When we identify someone as increasingly important to the team, we should provide them with more opportunities for advancement and support. This approach helps build a tiered engineering team and fosters a sense of unity within the group.
A significant pitfall occurs when the CEO wants to manage every individual but assigns important responsibilities to certain employees without sharing the necessary authority with them. This situation effectively places the overall risk of the company in the hands of those employees, who may not have sufficient incentives to perform well, especially if they are individual contributors with fixed salaries—meaning they lack both the authority and the rewards associated with those responsibilities. In my view, this scenario often results from the CEO’s desire to control everything and their focus on role-playing rather than on the success of the team. Employees may struggle to recognize this dynamic, often only realizing later that they have been let down.
Conclusion
- Intergrate CI/CD as early as possible, and leverage the elasticity of public cloud for scaling to reduce operational costs.
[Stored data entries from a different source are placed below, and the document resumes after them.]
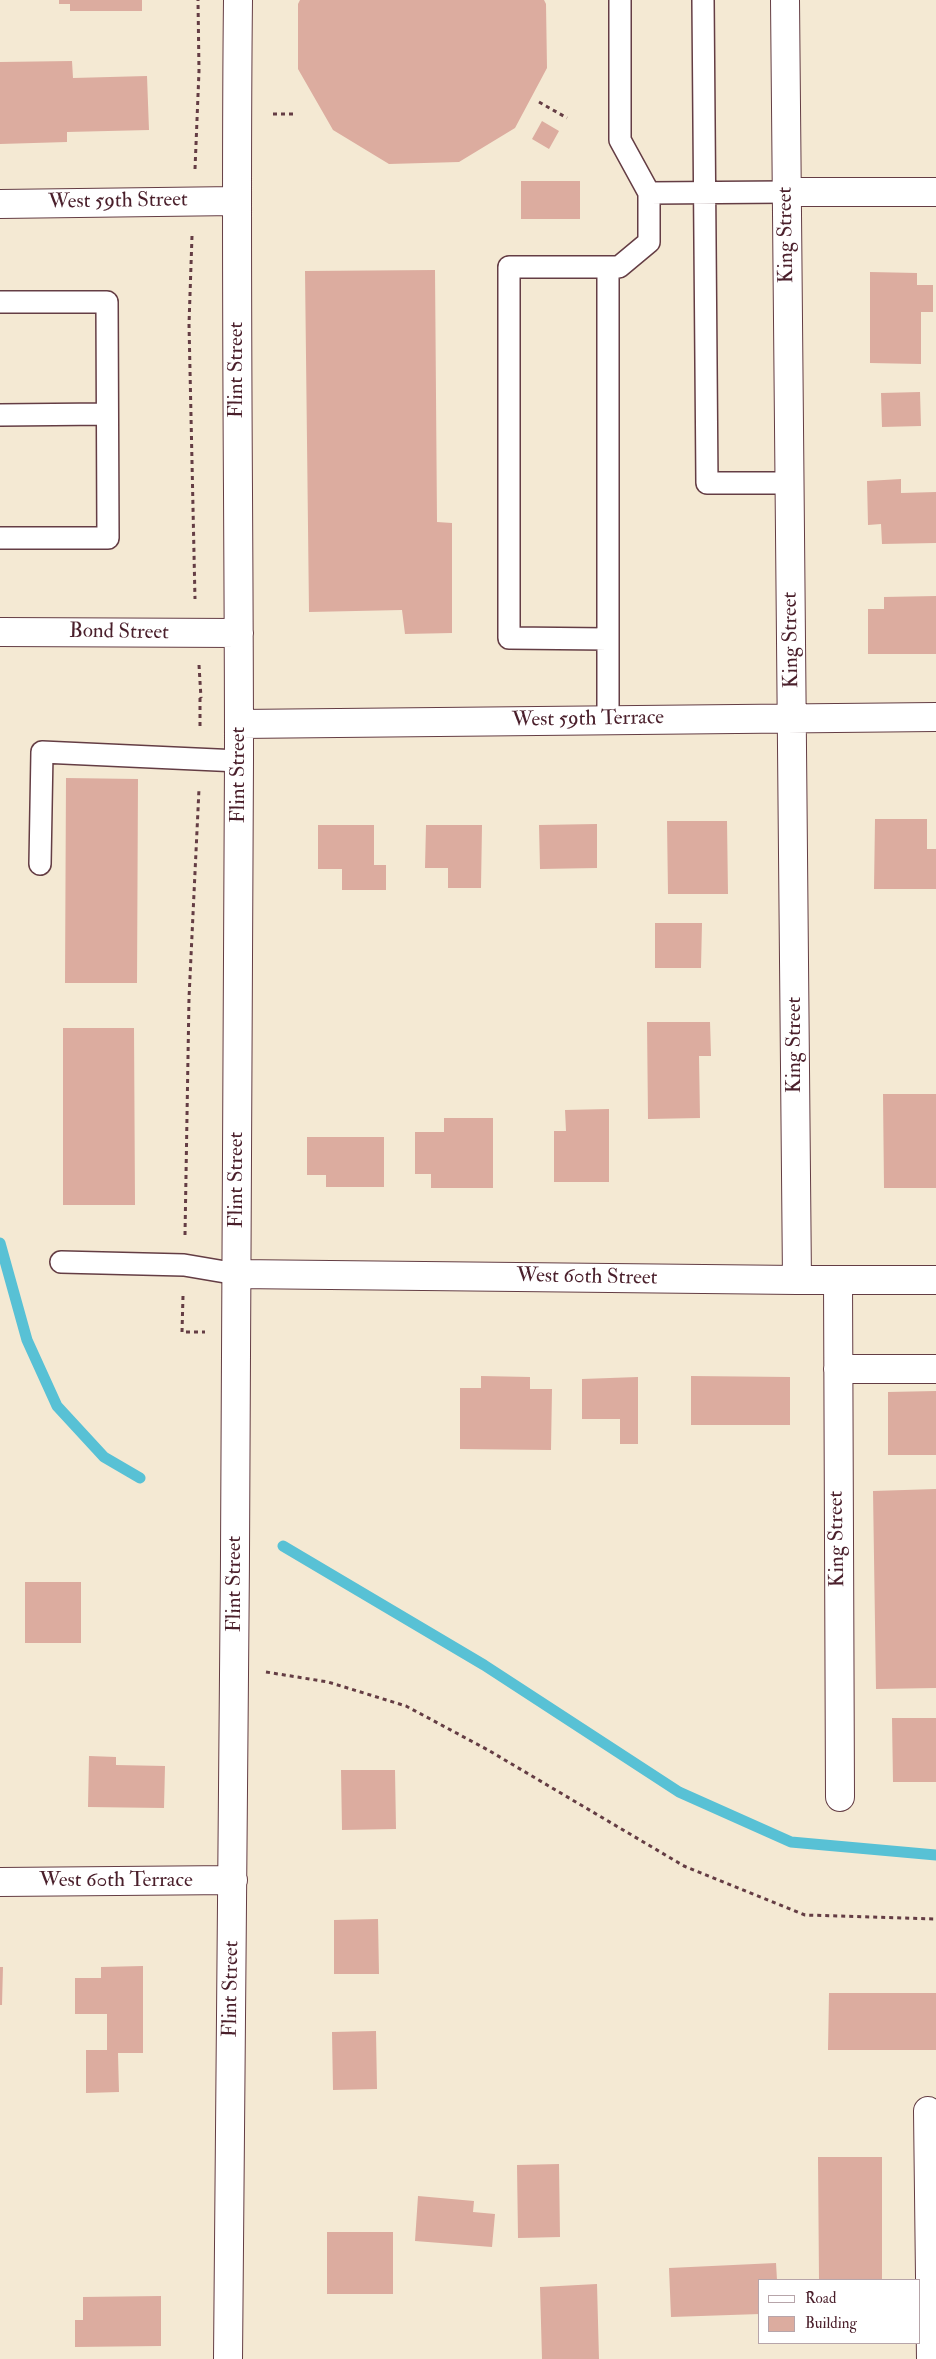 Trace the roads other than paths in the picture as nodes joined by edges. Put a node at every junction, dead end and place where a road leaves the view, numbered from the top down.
1 (238, 0) edge
2 (620, 0) edge
3 (703, 0) edge
4 (785, 0) edge
5 (705, 192) junction
6 (787, 192) junction
7 (936, 192) edge
8 (649, 193) junction
9 (236, 201) junction
10 (0, 204) edge
11 (608, 267) junction
12 (0, 302) edge
13 (0, 414) edge
14 (107, 414) junction
15 (790, 482) junction
16 (0, 538) edge
17 (0, 632) edge
18 (238, 633) junction
19 (608, 639) junction
20 (792, 717) junction
21 (936, 717) edge
22 (608, 719) junction
23 (239, 724) junction
24 (239, 761) junction
25 (40, 864) dead end
26 (61, 1262) dead end
27 (237, 1274) junction
28 (797, 1280) junction
29 (838, 1280) junction
30 (936, 1280) edge
31 (838, 1369) junction
32 (936, 1369) edge
33 (840, 1797) dead end
34 (233, 1880) junction
35 (0, 1882) edge
36 (928, 2111) dead end
37 (228, 2359) edge
38 (931, 2359) edge

1 - 9 street, Flint Street
2 - 8 lane
3 - 5 lane
4 - 6 street, King Street
5 - 6 lane
5 - 8 lane
5 - 15 lane
6 - 7 street
6 - 15 street, King Street
8 - 11 lane
9 - 10 street, West 59th Street
9 - 18 street, Flint Street
11 - 19 lane
11 - 19 lane
12 - 14 lane
13 - 14 lane
14 - 16 lane
15 - 20 street, King Street
17 - 18 street, Bond Street
18 - 23 street, Flint Street
19 - 22 lane
20 - 21 street, West 59th Terrace
20 - 22 street, West 59th Terrace
20 - 28 street, King Street
22 - 23 street, West 59th Terrace
23 - 24 street, Flint Street
24 - 25 lane
24 - 27 street, Flint Street
26 - 27 lane
27 - 28 street, West 60th Street
27 - 34 street, Flint Street
28 - 29 street, West 60th Street
29 - 30 street, West 60th Street
29 - 31 street, King Street
31 - 32 street
31 - 33 street, King Street
34 - 35 street, West 60th Terrace
34 - 37 street, Flint Street
36 - 38 street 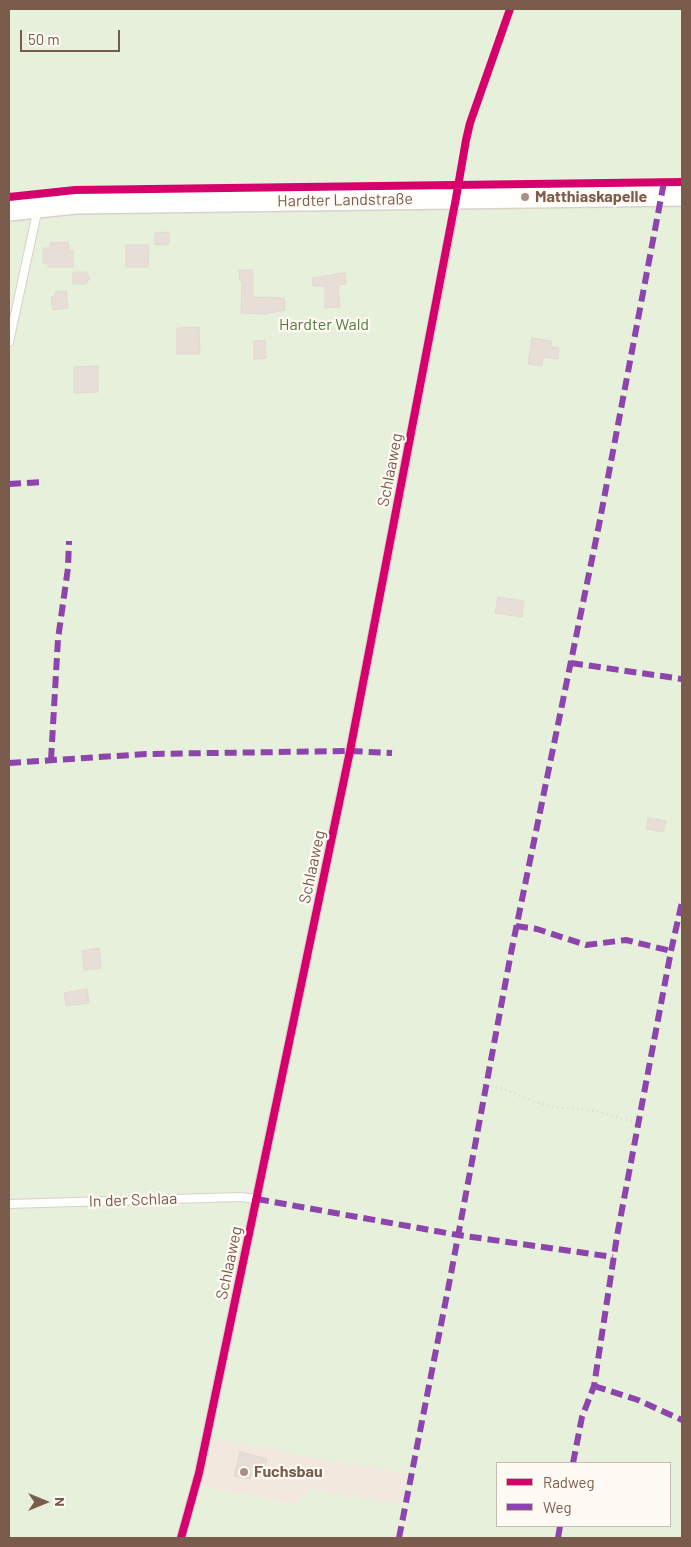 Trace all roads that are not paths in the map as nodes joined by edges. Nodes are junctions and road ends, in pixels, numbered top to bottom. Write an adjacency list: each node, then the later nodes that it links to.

- Write tests, including unit tests and integration tests, especially during repid releases.
- Use cloud for scaling. This helps reduce operational costs. But be cautious of vendor lock-in.
- When designing a system, beyond functional requirements, it’s essential to consider non-functional requirements that go beyond just performance and maintenance costs. This includes organizing needs related to data collection, analysis, and tracking.
- Expand the team in a timely manner and assess each member’s optimal workload range. This ensures there are sufficient resources for improvement, maintenance, and development as features grow.
- Business is about the distribution of benefits; without sufficient authority to manage that distribution, it becomes impossible to effectively manage a team.